*** Data ***
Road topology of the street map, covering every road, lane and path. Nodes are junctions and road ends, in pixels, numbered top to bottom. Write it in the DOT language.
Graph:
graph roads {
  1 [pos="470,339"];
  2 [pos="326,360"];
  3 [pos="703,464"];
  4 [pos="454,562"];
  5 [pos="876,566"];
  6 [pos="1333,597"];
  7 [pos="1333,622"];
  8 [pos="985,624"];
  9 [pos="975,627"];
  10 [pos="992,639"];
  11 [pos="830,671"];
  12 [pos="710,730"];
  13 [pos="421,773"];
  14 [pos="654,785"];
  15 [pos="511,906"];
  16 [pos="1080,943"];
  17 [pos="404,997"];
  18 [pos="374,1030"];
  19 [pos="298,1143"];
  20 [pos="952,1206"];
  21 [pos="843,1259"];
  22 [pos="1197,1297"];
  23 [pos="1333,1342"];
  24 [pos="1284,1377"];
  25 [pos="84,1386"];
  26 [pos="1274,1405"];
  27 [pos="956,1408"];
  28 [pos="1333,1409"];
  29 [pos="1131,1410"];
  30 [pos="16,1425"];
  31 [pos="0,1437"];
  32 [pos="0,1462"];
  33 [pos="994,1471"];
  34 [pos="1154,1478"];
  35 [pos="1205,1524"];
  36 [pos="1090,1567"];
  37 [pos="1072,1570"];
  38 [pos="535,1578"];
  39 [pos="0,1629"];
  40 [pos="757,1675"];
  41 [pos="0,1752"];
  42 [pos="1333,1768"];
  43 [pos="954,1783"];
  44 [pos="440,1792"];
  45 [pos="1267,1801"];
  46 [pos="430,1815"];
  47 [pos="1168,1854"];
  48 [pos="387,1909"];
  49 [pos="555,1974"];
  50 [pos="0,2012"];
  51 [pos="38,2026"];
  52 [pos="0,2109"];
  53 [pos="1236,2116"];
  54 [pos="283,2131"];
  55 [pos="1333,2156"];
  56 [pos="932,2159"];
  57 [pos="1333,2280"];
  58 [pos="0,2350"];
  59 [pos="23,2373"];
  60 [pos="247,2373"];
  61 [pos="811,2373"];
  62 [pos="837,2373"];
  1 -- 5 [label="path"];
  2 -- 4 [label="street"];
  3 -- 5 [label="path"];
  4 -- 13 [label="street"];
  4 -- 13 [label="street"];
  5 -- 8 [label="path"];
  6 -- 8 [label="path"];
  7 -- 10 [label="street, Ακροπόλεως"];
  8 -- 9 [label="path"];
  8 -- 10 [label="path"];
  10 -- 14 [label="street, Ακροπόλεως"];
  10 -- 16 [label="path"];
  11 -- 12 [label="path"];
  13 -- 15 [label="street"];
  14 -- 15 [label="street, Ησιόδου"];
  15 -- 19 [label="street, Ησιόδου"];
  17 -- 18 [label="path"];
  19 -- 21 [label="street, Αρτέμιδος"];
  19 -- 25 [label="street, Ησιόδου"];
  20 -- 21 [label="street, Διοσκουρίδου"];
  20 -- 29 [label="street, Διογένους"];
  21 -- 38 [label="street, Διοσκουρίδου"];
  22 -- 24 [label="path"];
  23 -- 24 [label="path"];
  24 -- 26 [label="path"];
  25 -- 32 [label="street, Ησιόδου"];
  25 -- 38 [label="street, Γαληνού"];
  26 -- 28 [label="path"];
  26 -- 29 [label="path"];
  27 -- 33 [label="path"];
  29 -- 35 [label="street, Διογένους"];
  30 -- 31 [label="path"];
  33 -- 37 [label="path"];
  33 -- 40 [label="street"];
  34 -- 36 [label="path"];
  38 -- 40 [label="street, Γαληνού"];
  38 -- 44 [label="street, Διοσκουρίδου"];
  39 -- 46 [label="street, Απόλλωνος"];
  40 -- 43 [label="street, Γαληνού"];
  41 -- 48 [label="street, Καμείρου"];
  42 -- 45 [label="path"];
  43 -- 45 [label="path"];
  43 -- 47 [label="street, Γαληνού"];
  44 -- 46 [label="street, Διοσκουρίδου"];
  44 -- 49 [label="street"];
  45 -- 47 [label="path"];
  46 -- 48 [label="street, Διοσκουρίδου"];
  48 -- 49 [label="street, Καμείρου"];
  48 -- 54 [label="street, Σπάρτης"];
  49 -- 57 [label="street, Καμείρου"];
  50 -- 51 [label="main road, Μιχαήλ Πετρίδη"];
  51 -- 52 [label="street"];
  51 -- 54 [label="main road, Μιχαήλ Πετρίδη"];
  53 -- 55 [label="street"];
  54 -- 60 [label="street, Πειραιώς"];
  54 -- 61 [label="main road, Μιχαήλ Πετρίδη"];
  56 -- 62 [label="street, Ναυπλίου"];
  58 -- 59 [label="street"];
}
*** End of Data ***
Directions for this task: Retype the entries exactly, including every line.

Solved problem:
Road topology of the street map, covering every road, lane and path. Nodes are junctions and road ends, in pixels, numbered top to bottom. Write it in the DOT language.
Graph:
graph roads {
  1 [pos="470,339"];
  2 [pos="326,360"];
  3 [pos="703,464"];
  4 [pos="454,562"];
  5 [pos="876,566"];
  6 [pos="1333,597"];
  7 [pos="1333,622"];
  8 [pos="985,624"];
  9 [pos="975,627"];
  10 [pos="992,639"];
  11 [pos="830,671"];
  12 [pos="710,730"];
  13 [pos="421,773"];
  14 [pos="654,785"];
  15 [pos="511,906"];
  16 [pos="1080,943"];
  17 [pos="404,997"];
  18 [pos="374,1030"];
  19 [pos="298,1143"];
  20 [pos="952,1206"];
  21 [pos="843,1259"];
  22 [pos="1197,1297"];
  23 [pos="1333,1342"];
  24 [pos="1284,1377"];
  25 [pos="84,1386"];
  26 [pos="1274,1405"];
  27 [pos="956,1408"];
  28 [pos="1333,1409"];
  29 [pos="1131,1410"];
  30 [pos="16,1425"];
  31 [pos="0,1437"];
  32 [pos="0,1462"];
  33 [pos="994,1471"];
  34 [pos="1154,1478"];
  35 [pos="1205,1524"];
  36 [pos="1090,1567"];
  37 [pos="1072,1570"];
  38 [pos="535,1578"];
  39 [pos="0,1629"];
  40 [pos="757,1675"];
  41 [pos="0,1752"];
  42 [pos="1333,1768"];
  43 [pos="954,1783"];
  44 [pos="440,1792"];
  45 [pos="1267,1801"];
  46 [pos="430,1815"];
  47 [pos="1168,1854"];
  48 [pos="387,1909"];
  49 [pos="555,1974"];
  50 [pos="0,2012"];
  51 [pos="38,2026"];
  52 [pos="0,2109"];
  53 [pos="1236,2116"];
  54 [pos="283,2131"];
  55 [pos="1333,2156"];
  56 [pos="932,2159"];
  57 [pos="1333,2280"];
  58 [pos="0,2350"];
  59 [pos="23,2373"];
  60 [pos="247,2373"];
  61 [pos="811,2373"];
  62 [pos="837,2373"];
  1 -- 5 [label="path"];
  2 -- 4 [label="street"];
  3 -- 5 [label="path"];
  4 -- 13 [label="street"];
  4 -- 13 [label="street"];
  5 -- 8 [label="path"];
  6 -- 8 [label="path"];
  7 -- 10 [label="street, Ακροπόλεως"];
  8 -- 9 [label="path"];
  8 -- 10 [label="path"];
  10 -- 14 [label="street, Ακροπόλεως"];
  10 -- 16 [label="path"];
  11 -- 12 [label="path"];
  13 -- 15 [label="street"];
  14 -- 15 [label="street, Ησιόδου"];
  15 -- 19 [label="street, Ησιόδου"];
  17 -- 18 [label="path"];
  19 -- 21 [label="street, Αρτέμιδος"];
  19 -- 25 [label="street, Ησιόδου"];
  20 -- 21 [label="street, Διοσκουρίδου"];
  20 -- 29 [label="street, Διογένους"];
  21 -- 38 [label="street, Διοσκουρίδου"];
  22 -- 24 [label="path"];
  23 -- 24 [label="path"];
  24 -- 26 [label="path"];
  25 -- 32 [label="street, Ησιόδου"];
  25 -- 38 [label="street, Γαληνού"];
  26 -- 28 [label="path"];
  26 -- 29 [label="path"];
  27 -- 33 [label="path"];
  29 -- 35 [label="street, Διογένους"];
  30 -- 31 [label="path"];
  33 -- 37 [label="path"];
  33 -- 40 [label="street"];
  34 -- 36 [label="path"];
  38 -- 40 [label="street, Γαληνού"];
  38 -- 44 [label="street, Διοσκουρίδου"];
  39 -- 46 [label="street, Απόλλωνος"];
  40 -- 43 [label="street, Γαληνού"];
  41 -- 48 [label="street, Καμείρου"];
  42 -- 45 [label="path"];
  43 -- 45 [label="path"];
  43 -- 47 [label="street, Γαληνού"];
  44 -- 46 [label="street, Διοσκουρίδου"];
  44 -- 49 [label="street"];
  45 -- 47 [label="path"];
  46 -- 48 [label="street, Διοσκουρίδου"];
  48 -- 49 [label="street, Καμείρου"];
  48 -- 54 [label="street, Σπάρτης"];
  49 -- 57 [label="street, Καμείρου"];
  50 -- 51 [label="main road, Μιχαήλ Πετρίδη"];
  51 -- 52 [label="street"];
  51 -- 54 [label="main road, Μιχαήλ Πετρίδη"];
  53 -- 55 [label="street"];
  54 -- 60 [label="street, Πειραιώς"];
  54 -- 61 [label="main road, Μιχαήλ Πετρίδη"];
  56 -- 62 [label="street, Ναυπλίου"];
  58 -- 59 [label="street"];
}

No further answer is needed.